Scan the lines below for the string "HILL" and copy every one that has it.

= = =

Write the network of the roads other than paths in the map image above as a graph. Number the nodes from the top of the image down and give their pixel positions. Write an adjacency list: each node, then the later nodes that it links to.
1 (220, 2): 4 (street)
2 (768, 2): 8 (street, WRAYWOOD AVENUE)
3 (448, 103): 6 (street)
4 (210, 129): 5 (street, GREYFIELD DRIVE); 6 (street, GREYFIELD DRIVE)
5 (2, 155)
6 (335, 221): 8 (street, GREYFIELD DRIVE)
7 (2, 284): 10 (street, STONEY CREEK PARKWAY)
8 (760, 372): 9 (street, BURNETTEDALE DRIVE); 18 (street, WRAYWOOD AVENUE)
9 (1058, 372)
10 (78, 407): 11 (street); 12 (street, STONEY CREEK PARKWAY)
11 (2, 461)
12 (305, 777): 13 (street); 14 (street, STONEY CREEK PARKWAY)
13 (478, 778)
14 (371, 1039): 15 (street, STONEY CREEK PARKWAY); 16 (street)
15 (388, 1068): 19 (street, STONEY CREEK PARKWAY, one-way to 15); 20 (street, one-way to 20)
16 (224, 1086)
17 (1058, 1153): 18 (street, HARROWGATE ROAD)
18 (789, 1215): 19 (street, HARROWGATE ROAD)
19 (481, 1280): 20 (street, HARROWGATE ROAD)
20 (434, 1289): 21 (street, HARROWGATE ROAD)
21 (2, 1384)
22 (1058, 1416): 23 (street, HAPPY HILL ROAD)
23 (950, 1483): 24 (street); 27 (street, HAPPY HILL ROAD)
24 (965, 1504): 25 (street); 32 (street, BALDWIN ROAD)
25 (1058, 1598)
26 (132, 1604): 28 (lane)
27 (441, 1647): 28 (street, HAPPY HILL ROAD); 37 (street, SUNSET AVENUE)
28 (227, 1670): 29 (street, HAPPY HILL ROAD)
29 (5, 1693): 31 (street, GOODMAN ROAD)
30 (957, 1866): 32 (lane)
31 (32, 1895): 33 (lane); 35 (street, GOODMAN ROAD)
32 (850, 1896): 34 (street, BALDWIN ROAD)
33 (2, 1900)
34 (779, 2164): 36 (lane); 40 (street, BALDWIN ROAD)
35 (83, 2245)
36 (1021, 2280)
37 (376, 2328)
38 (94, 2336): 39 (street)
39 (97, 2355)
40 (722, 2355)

= = =

** SOLUTION BELOW **
22 (1058, 1416): 23 (street, HAPPY HILL ROAD)
23 (950, 1483): 24 (street); 27 (street, HAPPY HILL ROAD)
27 (441, 1647): 28 (street, HAPPY HILL ROAD); 37 (street, SUNSET AVENUE)
28 (227, 1670): 29 (street, HAPPY HILL ROAD)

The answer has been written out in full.